Why doesn’t it match? The reason is that the interest rates that we used in our example: 3% for the AU Dollar and 0.25% for the US Dollar, are simply thetargetrates set by the central banks of those countries. Market participants (i.e. banks) will determine where the actual overnight lending and deposit rates should be. So, unfortunately, our calculation and this example here is just to help understand rollover conceptually. Doing the calculation based on target rates will never get you to the exact rollover value that is charged or earned, but it is a good exercise to understand how rollover works.

The next question that many traders ask is “why do we get charged more then we can earn on Rollover?” If, for example, we’re long AUD/USD we’ll earn \$0.49, but if we are short we will owe \$1.07. The answer is that banks introduce a spread on the interest rates. They will pay us a bit less than the overnight rate when we lend to them, and they will charge us a bit more then than the overnight rate we you borrow from them. The end result is that, unfortunately, we traders always get charged more then we earn when it comes to rollover. This is also why both rolls can both be negative at times.

That doesn’t negate the powerful impact that rollover can have on a trading strategy. Some traders will only go into positions that will allow them to earn at rollover.

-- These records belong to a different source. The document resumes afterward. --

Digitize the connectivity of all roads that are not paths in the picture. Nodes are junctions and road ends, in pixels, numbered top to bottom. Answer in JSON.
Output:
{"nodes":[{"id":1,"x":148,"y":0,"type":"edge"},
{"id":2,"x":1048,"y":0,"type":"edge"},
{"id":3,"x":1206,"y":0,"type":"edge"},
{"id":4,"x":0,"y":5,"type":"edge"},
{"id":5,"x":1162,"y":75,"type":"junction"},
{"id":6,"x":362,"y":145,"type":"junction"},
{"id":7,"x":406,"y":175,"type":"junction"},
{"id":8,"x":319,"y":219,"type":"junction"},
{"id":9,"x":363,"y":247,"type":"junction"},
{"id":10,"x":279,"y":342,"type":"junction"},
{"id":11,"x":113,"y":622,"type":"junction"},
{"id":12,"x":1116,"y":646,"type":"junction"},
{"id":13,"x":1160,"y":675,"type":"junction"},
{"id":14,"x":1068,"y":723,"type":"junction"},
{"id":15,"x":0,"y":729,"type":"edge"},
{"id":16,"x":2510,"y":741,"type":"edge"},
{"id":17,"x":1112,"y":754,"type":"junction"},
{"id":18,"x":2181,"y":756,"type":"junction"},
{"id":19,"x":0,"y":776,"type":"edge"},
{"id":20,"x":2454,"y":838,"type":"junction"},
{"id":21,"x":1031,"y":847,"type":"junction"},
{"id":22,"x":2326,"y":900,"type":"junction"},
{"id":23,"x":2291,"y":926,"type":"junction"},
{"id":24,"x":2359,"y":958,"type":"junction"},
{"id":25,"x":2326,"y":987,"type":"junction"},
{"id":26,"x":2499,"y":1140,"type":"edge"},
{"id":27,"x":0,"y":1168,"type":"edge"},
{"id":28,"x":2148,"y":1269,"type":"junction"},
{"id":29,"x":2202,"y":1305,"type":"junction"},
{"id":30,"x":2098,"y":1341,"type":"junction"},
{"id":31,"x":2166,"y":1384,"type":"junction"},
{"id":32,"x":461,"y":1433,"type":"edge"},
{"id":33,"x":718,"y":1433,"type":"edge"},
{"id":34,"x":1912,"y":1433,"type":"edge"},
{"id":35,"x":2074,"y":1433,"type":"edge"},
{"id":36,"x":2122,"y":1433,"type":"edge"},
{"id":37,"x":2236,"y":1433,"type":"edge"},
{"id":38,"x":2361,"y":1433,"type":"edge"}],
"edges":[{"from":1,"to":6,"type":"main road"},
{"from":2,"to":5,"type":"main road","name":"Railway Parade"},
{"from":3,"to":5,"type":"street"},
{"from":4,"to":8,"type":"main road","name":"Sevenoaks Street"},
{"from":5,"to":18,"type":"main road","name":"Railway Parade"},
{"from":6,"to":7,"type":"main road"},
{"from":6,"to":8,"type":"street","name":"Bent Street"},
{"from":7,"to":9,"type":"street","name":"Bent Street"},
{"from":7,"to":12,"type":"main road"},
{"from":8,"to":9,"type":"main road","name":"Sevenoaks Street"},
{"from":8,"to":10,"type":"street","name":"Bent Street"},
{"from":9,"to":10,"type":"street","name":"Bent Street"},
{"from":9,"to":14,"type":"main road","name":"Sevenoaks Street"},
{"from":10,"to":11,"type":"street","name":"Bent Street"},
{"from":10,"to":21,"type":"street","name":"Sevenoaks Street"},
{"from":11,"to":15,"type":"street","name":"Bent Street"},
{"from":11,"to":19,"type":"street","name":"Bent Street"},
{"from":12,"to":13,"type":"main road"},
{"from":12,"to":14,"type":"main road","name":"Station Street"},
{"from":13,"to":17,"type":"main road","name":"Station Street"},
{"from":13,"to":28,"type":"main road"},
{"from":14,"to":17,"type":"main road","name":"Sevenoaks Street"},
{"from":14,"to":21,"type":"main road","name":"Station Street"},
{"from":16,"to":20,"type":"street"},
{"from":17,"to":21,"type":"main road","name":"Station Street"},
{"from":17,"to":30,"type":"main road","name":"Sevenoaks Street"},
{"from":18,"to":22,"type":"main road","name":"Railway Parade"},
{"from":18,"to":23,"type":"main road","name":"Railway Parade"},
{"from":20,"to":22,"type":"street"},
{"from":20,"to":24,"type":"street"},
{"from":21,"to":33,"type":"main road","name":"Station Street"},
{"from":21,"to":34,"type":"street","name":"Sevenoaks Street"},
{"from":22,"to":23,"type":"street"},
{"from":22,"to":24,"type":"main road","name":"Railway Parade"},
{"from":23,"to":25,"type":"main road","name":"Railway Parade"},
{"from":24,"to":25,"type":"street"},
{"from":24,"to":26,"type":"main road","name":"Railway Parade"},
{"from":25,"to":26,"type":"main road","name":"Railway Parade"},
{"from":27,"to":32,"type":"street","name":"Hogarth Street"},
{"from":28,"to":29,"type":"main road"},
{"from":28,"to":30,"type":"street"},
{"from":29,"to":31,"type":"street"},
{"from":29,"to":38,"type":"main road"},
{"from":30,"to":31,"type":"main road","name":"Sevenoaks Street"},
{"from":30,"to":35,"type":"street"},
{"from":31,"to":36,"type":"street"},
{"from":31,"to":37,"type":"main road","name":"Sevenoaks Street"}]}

Let’s look at another example.

Let’s say going short one 10k lot of GBP/AUD pays us \$0.81 a day in rollover. That may not sound like a lot, but it works out to \$295.65 of interest a year we will earn. And that interest is earned even if the pair doesn’t move a single pip. Also considering that we may have only had to post around 2% or less in margin to hold that trade, \$295 is a significant percentage return. Holding a position long term to collect the interest rate differential is referred to as a “carry trade”, and is one of the most popular strategies in the market.

Now we have to keep in mind that a carry trade certainly isn’t risk-free. The spot rate itself will of course fluctuate, and that can work for or against us. Also, interest rates often change and the amount that you earn or owe each day will therefore change as well. So if you are going to be a carry trader, be sure to stay on top of interest rate movements and sentiment.

An important thing to note is Wednesday Rollover. This can be a bit confusing, so don’t worry if you don’t get it right away.

FX is generally a two-day deliverable market. That means that positions will settle 2 days from when they are opened. Wednesday at 5pm, positions get rolled over to Thursday positions. These positions would technically settle on Saturday. Banks are closed on Saturday, so instead they are rolled through the weekend to Monday. So the short of it, is that Wednesday rollover is typically 3 days worth of interest. There is no rollover applied to positions that are held open on Saturday and Sunday. Holidays can also affect the rollover schedule. You can easily reference the special holidays and how they affect rollover on our regularly updated Rollover Calendar.

So that covers rollover and how it is calculated. Hopefully you now understand a bit about how to take advantage of it as well.